◆ **THE PROBLEM**
Return every line from the records below in which the word "Alameda" is found.

◆ **RAW DATA**
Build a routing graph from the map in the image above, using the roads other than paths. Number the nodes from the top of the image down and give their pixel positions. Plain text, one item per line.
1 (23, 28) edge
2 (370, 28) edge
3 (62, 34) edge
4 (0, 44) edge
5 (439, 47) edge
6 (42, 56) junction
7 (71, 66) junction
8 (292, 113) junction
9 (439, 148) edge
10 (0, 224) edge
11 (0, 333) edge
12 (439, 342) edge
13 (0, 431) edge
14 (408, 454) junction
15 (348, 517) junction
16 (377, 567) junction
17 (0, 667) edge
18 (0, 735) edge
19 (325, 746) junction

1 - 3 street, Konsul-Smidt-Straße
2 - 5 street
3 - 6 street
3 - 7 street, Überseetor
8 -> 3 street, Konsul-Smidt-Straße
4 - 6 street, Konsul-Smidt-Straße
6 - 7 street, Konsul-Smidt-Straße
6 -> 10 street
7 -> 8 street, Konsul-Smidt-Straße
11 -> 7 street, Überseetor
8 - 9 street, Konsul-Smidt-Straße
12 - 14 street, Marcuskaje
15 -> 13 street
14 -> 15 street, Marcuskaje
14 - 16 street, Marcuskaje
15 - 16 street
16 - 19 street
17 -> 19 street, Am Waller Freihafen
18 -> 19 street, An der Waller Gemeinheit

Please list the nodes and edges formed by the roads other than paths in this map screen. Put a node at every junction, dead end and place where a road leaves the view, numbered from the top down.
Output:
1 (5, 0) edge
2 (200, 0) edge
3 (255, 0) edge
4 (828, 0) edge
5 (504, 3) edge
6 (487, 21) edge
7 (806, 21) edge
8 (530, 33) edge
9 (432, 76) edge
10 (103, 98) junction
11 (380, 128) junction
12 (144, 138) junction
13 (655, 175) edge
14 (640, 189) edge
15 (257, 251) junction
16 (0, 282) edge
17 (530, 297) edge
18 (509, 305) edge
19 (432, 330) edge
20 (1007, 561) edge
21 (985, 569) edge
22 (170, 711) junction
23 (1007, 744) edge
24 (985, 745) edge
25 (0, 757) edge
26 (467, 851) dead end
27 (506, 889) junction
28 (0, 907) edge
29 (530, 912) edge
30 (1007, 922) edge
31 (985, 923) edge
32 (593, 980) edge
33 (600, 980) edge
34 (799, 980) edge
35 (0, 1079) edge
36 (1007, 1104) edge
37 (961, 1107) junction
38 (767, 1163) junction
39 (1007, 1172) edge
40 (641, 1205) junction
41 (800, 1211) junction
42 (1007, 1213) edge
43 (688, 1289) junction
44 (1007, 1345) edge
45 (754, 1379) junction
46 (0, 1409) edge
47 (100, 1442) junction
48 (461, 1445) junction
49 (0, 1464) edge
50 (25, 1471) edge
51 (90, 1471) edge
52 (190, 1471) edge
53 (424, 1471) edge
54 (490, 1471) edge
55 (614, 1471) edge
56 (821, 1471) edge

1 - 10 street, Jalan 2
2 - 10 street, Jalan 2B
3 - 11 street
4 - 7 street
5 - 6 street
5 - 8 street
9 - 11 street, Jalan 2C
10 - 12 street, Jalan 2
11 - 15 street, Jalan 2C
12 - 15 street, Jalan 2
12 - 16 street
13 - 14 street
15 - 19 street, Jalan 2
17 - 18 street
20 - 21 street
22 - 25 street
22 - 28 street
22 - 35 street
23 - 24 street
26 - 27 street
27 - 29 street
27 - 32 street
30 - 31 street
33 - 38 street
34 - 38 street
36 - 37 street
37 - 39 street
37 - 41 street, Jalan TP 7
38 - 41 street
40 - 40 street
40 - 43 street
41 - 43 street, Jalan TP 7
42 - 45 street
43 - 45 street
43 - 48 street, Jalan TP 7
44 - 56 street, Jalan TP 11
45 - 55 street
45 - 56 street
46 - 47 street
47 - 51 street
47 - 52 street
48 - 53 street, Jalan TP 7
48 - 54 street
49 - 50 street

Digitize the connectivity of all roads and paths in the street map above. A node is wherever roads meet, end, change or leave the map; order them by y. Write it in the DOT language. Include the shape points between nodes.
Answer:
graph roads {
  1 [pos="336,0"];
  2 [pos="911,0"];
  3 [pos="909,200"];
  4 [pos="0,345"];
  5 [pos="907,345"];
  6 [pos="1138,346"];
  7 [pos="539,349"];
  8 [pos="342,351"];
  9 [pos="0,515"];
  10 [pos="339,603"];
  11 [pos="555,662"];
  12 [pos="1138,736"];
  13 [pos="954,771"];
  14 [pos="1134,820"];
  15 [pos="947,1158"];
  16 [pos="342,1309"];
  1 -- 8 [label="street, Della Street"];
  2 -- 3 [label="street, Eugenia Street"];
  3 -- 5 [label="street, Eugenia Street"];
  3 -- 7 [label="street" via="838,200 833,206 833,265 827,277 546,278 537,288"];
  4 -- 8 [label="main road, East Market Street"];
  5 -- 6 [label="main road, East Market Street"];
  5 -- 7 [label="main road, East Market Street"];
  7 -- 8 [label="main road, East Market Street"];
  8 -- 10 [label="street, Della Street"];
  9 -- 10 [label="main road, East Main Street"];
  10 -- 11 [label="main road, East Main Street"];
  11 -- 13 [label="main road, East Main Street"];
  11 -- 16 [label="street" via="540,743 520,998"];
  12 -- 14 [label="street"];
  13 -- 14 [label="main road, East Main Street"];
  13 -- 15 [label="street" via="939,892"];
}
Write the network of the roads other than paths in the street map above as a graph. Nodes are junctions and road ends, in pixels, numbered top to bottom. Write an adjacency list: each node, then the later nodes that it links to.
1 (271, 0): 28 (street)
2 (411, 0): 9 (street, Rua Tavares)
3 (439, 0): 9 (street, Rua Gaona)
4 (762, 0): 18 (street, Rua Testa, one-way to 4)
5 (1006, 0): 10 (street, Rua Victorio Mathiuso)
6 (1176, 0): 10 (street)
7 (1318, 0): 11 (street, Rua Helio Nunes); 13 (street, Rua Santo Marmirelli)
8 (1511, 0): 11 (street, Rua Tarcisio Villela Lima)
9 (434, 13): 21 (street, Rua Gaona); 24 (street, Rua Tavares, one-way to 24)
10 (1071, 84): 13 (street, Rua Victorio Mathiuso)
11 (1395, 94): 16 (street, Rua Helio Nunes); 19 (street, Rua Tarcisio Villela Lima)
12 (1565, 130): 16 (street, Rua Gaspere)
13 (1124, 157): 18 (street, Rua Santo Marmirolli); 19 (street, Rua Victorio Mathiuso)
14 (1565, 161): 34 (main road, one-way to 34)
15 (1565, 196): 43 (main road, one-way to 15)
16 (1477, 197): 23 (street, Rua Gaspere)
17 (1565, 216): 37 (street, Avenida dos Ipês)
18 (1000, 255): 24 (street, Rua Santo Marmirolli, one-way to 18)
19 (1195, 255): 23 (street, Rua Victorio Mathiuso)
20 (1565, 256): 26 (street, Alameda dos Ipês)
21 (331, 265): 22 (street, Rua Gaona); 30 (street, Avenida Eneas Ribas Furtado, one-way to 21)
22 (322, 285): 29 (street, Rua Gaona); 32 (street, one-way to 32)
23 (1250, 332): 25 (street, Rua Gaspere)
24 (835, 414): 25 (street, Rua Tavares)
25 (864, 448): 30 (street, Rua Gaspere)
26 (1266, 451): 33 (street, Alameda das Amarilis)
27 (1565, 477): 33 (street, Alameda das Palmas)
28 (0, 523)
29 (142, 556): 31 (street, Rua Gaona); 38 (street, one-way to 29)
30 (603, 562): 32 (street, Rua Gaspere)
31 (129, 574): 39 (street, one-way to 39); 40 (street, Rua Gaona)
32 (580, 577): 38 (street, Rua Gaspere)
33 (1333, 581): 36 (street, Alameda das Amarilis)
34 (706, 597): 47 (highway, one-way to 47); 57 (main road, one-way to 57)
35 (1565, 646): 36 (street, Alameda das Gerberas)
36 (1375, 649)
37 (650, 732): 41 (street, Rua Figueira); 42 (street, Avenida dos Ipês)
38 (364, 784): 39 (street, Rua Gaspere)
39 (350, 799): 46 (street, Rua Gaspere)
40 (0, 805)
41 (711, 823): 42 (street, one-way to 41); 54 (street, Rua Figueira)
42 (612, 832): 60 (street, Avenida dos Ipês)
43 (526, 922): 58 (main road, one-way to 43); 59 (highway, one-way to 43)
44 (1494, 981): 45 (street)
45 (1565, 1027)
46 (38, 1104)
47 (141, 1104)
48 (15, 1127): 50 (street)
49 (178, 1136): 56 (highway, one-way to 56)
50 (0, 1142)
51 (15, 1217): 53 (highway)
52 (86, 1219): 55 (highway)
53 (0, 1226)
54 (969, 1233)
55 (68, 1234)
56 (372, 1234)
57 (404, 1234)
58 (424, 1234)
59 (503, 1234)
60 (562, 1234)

◆ **YOUR SOLUTION**
20 (1565, 256): 26 (street, Alameda dos Ipês)
26 (1266, 451): 33 (street, Alameda das Amarilis)
27 (1565, 477): 33 (street, Alameda das Palmas)
33 (1333, 581): 36 (street, Alameda das Amarilis)
35 (1565, 646): 36 (street, Alameda das Gerberas)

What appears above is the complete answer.